The village of Wressle pre-dates the castle, and was recorded in the Domesday Book in 1086. The castle was built at the west end of the settlement on one of the two main roads through Wressle. It is unclear whether this was a manorial centre before the castle was built, or whether it was an entirely new site. The castle was given multiple gardens which likely resulted in some parts of the village being built over. The River Derwent flows north–south about 180 m west of the castle.

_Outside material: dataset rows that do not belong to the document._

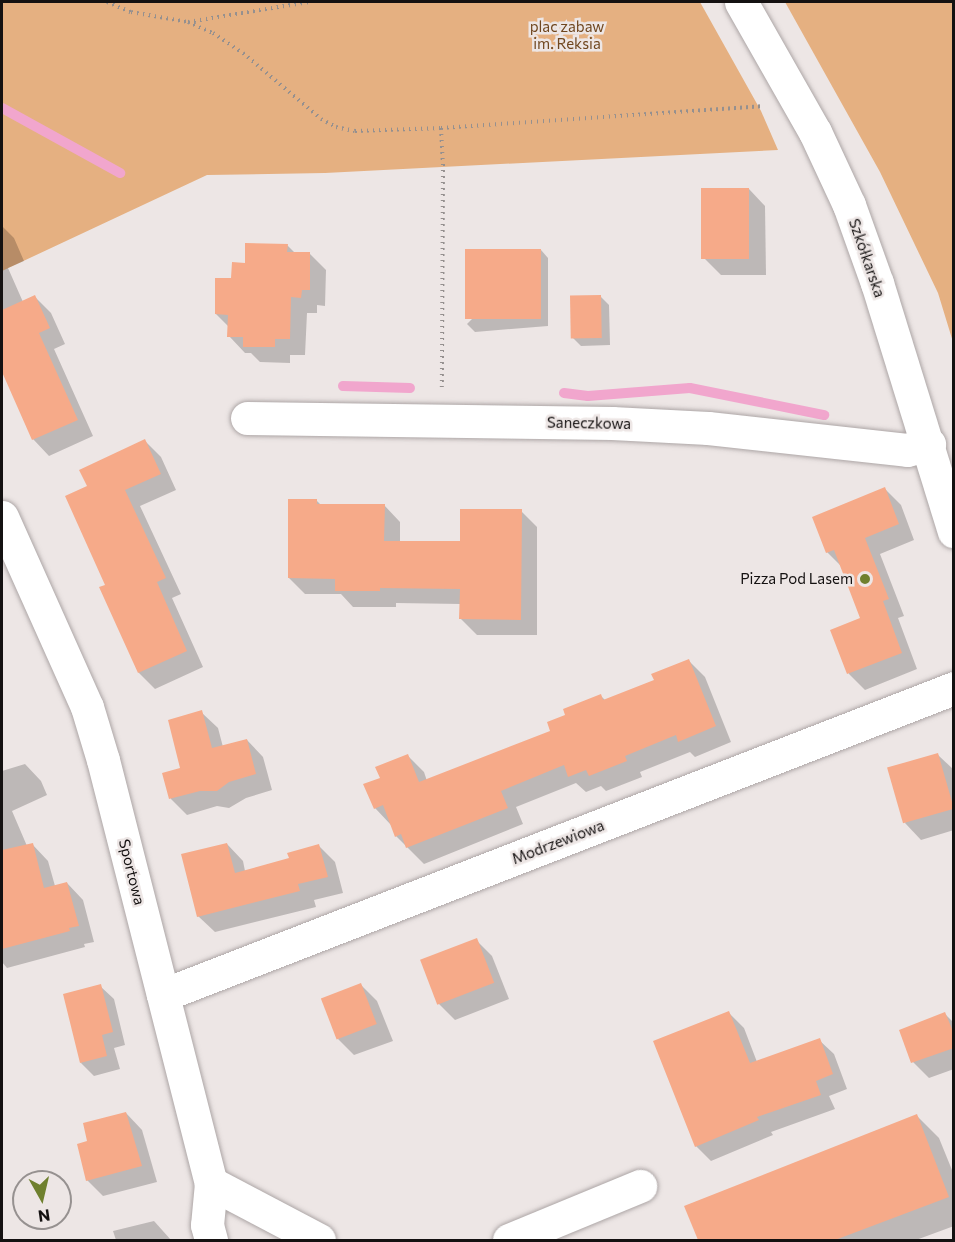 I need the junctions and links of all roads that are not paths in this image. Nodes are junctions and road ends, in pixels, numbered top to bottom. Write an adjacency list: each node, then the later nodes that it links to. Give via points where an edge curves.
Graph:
1 (741, 2): 3 (street, Szkółkarska, via 835,170 877,283)
2 (247, 418): 3 (street, Saneczkowa, via 696,428 907,450)
3 (929, 444): 5 (street, Szkółkarska)
4 (2, 517): 7 (street, Sportowa, via 87,707)
5 (954, 531)
6 (954, 688): 7 (street, Modrzewiowa)
7 (163, 995): 8 (street, Sportowa)
8 (211, 1183): 10 (street, Sportowa, via 207,1225); 11 (street)
9 (639, 1186): 12 (street)
10 (211, 1240)
11 (319, 1240)
12 (509, 1240)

The gardens at Wressle Castle were probably created at the same time as the castle was built. Documentary evidence indicates that by the late-15th century Wressle Castle had two gardens, both located to the south of the castle. One was probably between the south moat and the castle (the Moat Garden) and the other was south of the moat (the Old Garden). A third garden (the New Garden) was laid out north of the castle around 1472–1517. The Old and New Gardens covered about 1 acre each; the former had a brick wall while the later was enclosed by a wet moat. The Old Garden contained an orchard and alleys for bowling and walking, popular pastimes of the nobility from the 16th century onwards. It also contained a two-storey 15th-century building known as the ‘School House’ where Henry Percy, 5th Earl of Northumberland, would read.

A banqueting house was built just inside the south-west corner of the moat. Though it was probably built in the 16th century, it was in a dilapidated state by 1577. A base court (an enclosed area) was added in front of the castle's gatehouse after the main complex was built, but it unclear when. Wetland areas south and east of the castle may have been used to emulate a mere, a type of broad shallow lake. As well as this, there were two fishponds, but their dating is uncertain. During Wressle Castle's heyday in the 16th century, the quality of the gardens and ornamental landscape would have paralleled the interior of the renovated buildings, possibly even rivalling gardens at royal properties.